__Action item__
Leaving every picture out, repeat all of the entries below exactly.

———

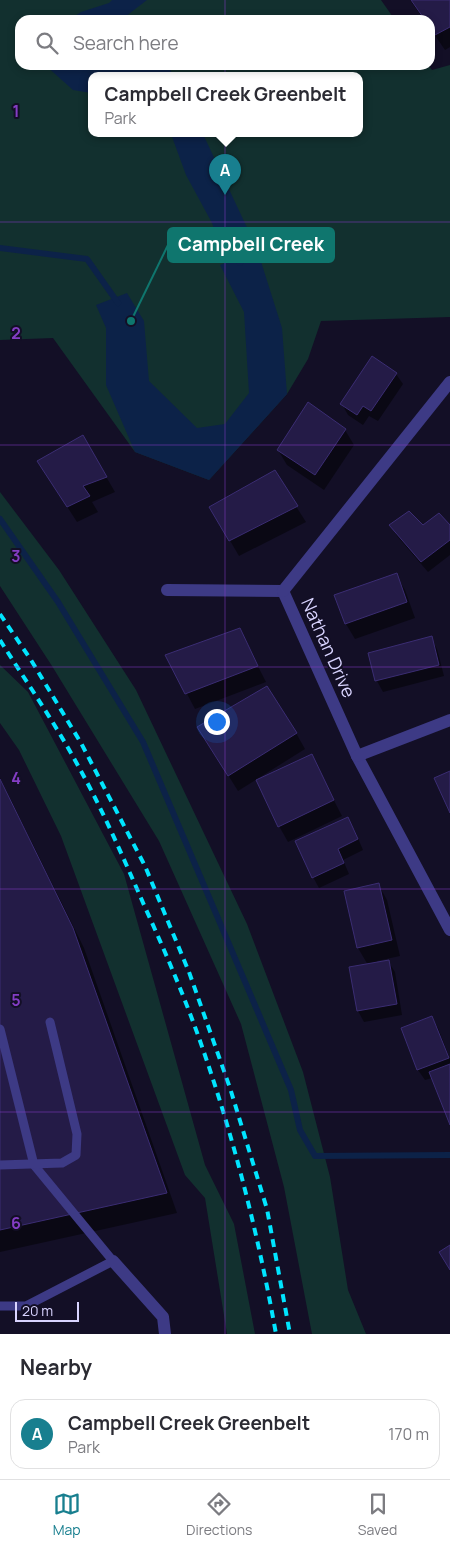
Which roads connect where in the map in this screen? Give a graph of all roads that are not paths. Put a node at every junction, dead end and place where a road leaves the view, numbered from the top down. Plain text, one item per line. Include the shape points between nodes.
1 (450, 382) edge
2 (167, 590) dead end
3 (283, 591) junction
4 (450, 720) edge
5 (357, 756) junction
6 (450, 930) edge
7 (50, 1022) dead end
8 (0, 1029) edge
9 (34, 1165) junction
10 (0, 1166) edge
11 (113, 1261) junction
12 (0, 1306) edge
13 (165, 1334) edge

1 - 3 street, Nathan Drive
2 - 3 street
3 - 5 street, Nathan Drive
4 - 5 street
5 - 6 street, Nathan Drive
7 - 9 lane via 77,1134 76,1155 62,1163
8 - 9 lane
9 - 10 lane
9 - 11 lane
11 - 12 lane via 26,1306
11 - 13 street via 163,1317

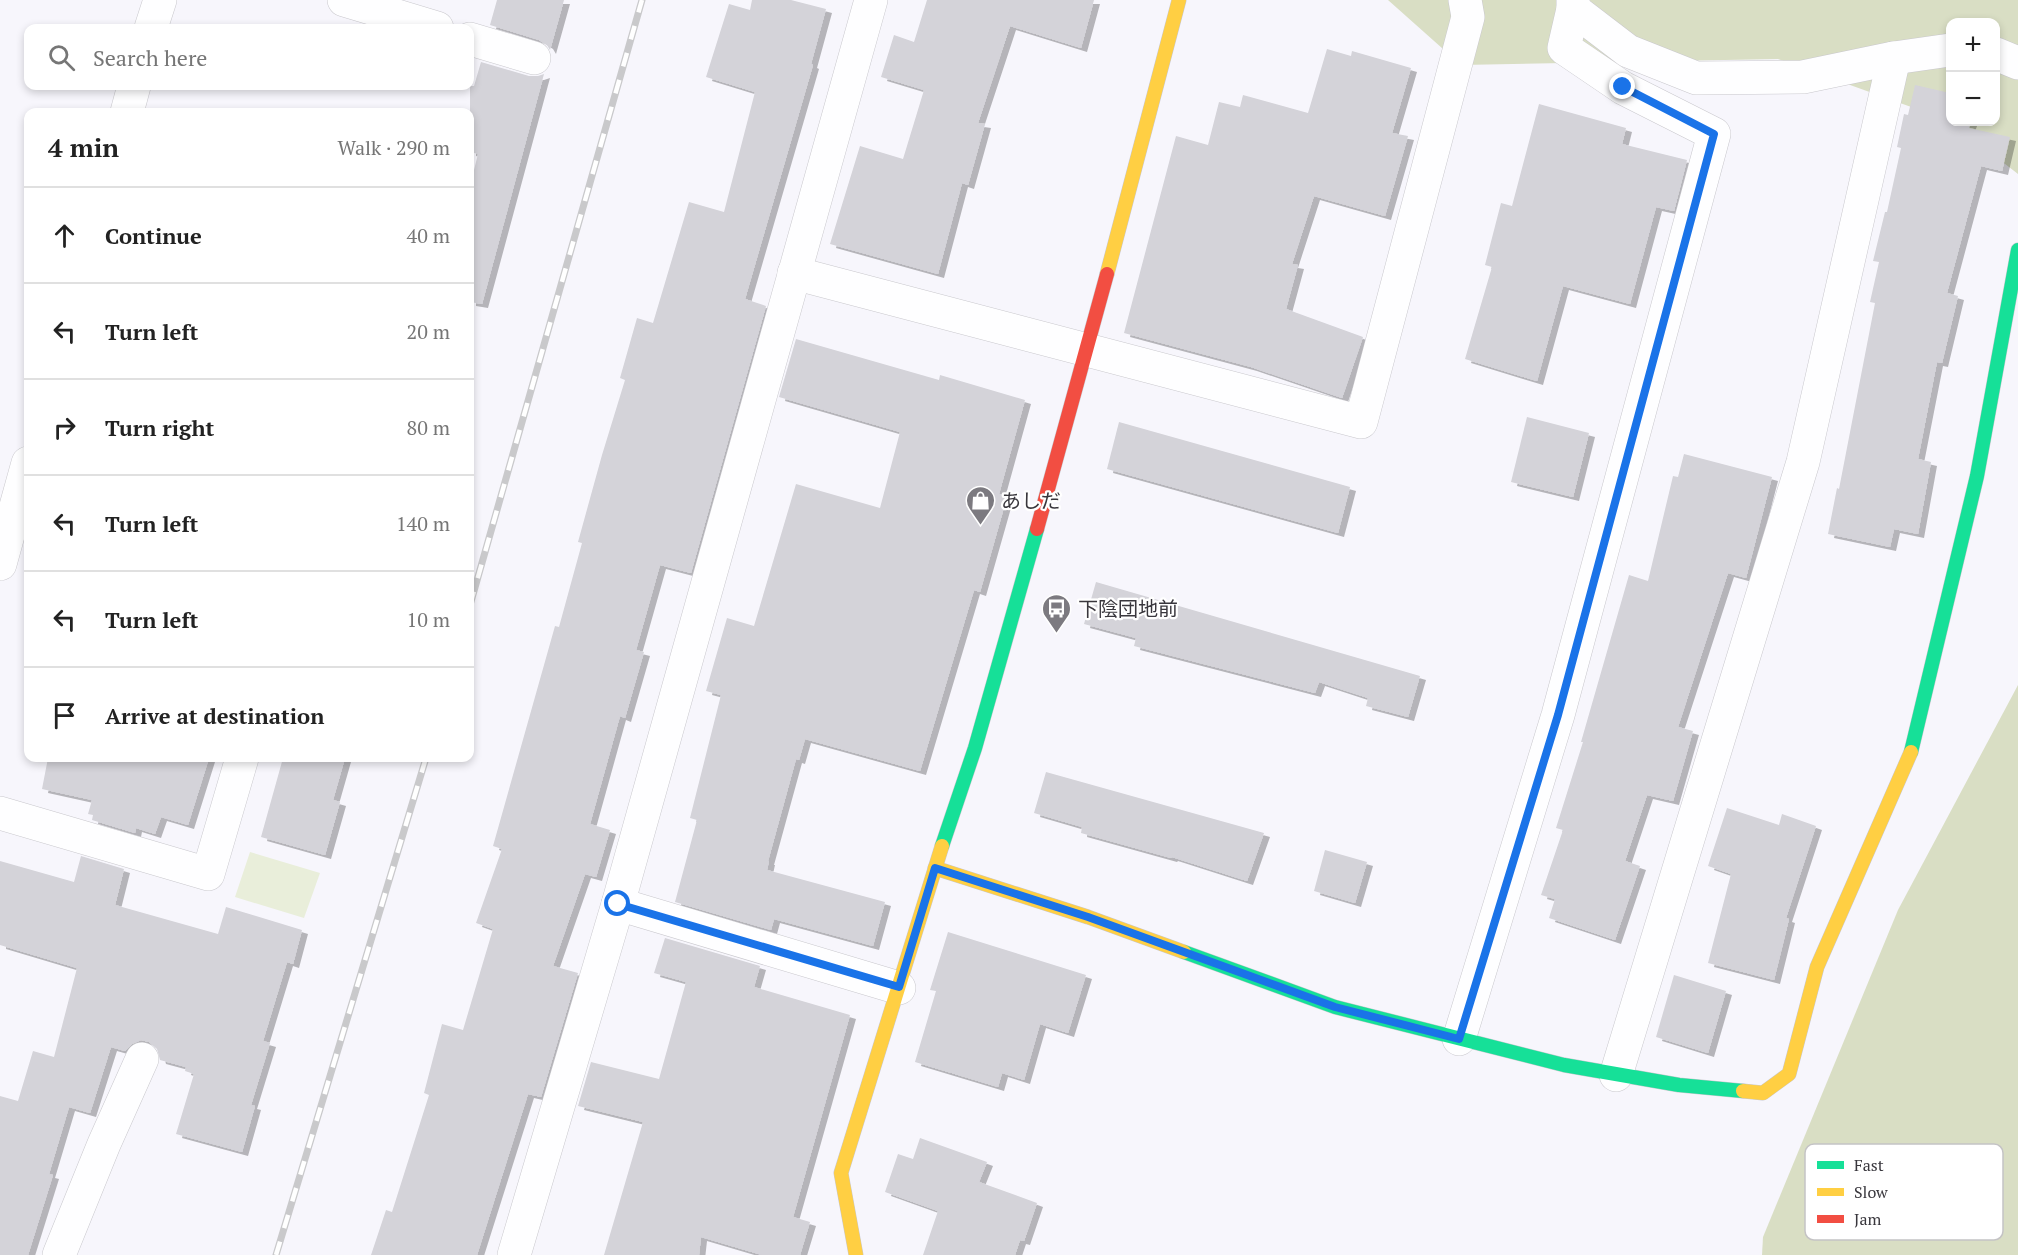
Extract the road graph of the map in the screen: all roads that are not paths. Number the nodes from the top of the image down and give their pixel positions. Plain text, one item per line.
1 (159, 0) edge
2 (344, 0) edge
3 (871, 0) edge
4 (1179, 0) edge
5 (1465, 0) edge
6 (1573, 4) edge
7 (152, 24) edge
8 (424, 24) edge
9 (474, 40) edge
10 (1946, 51) edge
11 (2000, 56) edge
12 (534, 58) dead end
13 (1894, 58) junction
14 (2018, 63) edge
15 (134, 90) edge
16 (128, 108) edge
17 (2018, 250) edge
18 (794, 273) junction
19 (1087, 350) junction
20 (24, 485) edge
21 (11, 555) edge
22 (241, 762) edge
23 (0, 813) edge
24 (935, 868) junction
25 (618, 904) junction
26 (899, 987) junction
27 (1459, 1039) junction
28 (142, 1059) dead end
29 (1616, 1075) junction
30 (59, 1255) edge
31 (514, 1255) edge
32 (856, 1255) edge

1 - 7 street
2 - 8 street
3 - 18 street
4 - 19 street
5 - 19 street
6 - 13 street
6 - 27 street
9 - 12 street
10 - 13 street
11 - 14 street
13 - 29 street
15 - 16 street
17 - 29 street
18 - 19 street
18 - 25 street
19 - 24 street
20 - 21 street
22 - 23 street
24 - 26 street
24 - 27 street
25 - 26 street
25 - 31 street
26 - 32 street
27 - 29 street
28 - 30 street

———

__Answer section__
Which roads connect where in the map in this screen? Give a graph of all roads that are not paths. Put a node at every junction, dead end and place where a road leaves the view, numbered from the top down. Plain text, one item per line. Include the shape points between nodes.
1 (450, 382) edge
2 (167, 590) dead end
3 (283, 591) junction
4 (450, 720) edge
5 (357, 756) junction
6 (450, 930) edge
7 (50, 1022) dead end
8 (0, 1029) edge
9 (34, 1165) junction
10 (0, 1166) edge
11 (113, 1261) junction
12 (0, 1306) edge
13 (165, 1334) edge

1 - 3 street, Nathan Drive
2 - 3 street
3 - 5 street, Nathan Drive
4 - 5 street
5 - 6 street, Nathan Drive
7 - 9 lane via 77,1134 76,1155 62,1163
8 - 9 lane
9 - 10 lane
9 - 11 lane
11 - 12 lane via 26,1306
11 - 13 street via 163,1317

Extract the road graph of the map in the screen: all roads that are not paths. Number the nodes from the top of the image down and give their pixel positions. Plain text, one item per line.
1 (159, 0) edge
2 (344, 0) edge
3 (871, 0) edge
4 (1179, 0) edge
5 (1465, 0) edge
6 (1573, 4) edge
7 (152, 24) edge
8 (424, 24) edge
9 (474, 40) edge
10 (1946, 51) edge
11 (2000, 56) edge
12 (534, 58) dead end
13 (1894, 58) junction
14 (2018, 63) edge
15 (134, 90) edge
16 (128, 108) edge
17 (2018, 250) edge
18 (794, 273) junction
19 (1087, 350) junction
20 (24, 485) edge
21 (11, 555) edge
22 (241, 762) edge
23 (0, 813) edge
24 (935, 868) junction
25 (618, 904) junction
26 (899, 987) junction
27 (1459, 1039) junction
28 (142, 1059) dead end
29 (1616, 1075) junction
30 (59, 1255) edge
31 (514, 1255) edge
32 (856, 1255) edge

1 - 7 street
2 - 8 street
3 - 18 street
4 - 19 street
5 - 19 street
6 - 13 street
6 - 27 street
9 - 12 street
10 - 13 street
11 - 14 street
13 - 29 street
15 - 16 street
17 - 29 street
18 - 19 street
18 - 25 street
19 - 24 street
20 - 21 street
22 - 23 street
24 - 26 street
24 - 27 street
25 - 26 street
25 - 31 street
26 - 32 street
27 - 29 street
28 - 30 street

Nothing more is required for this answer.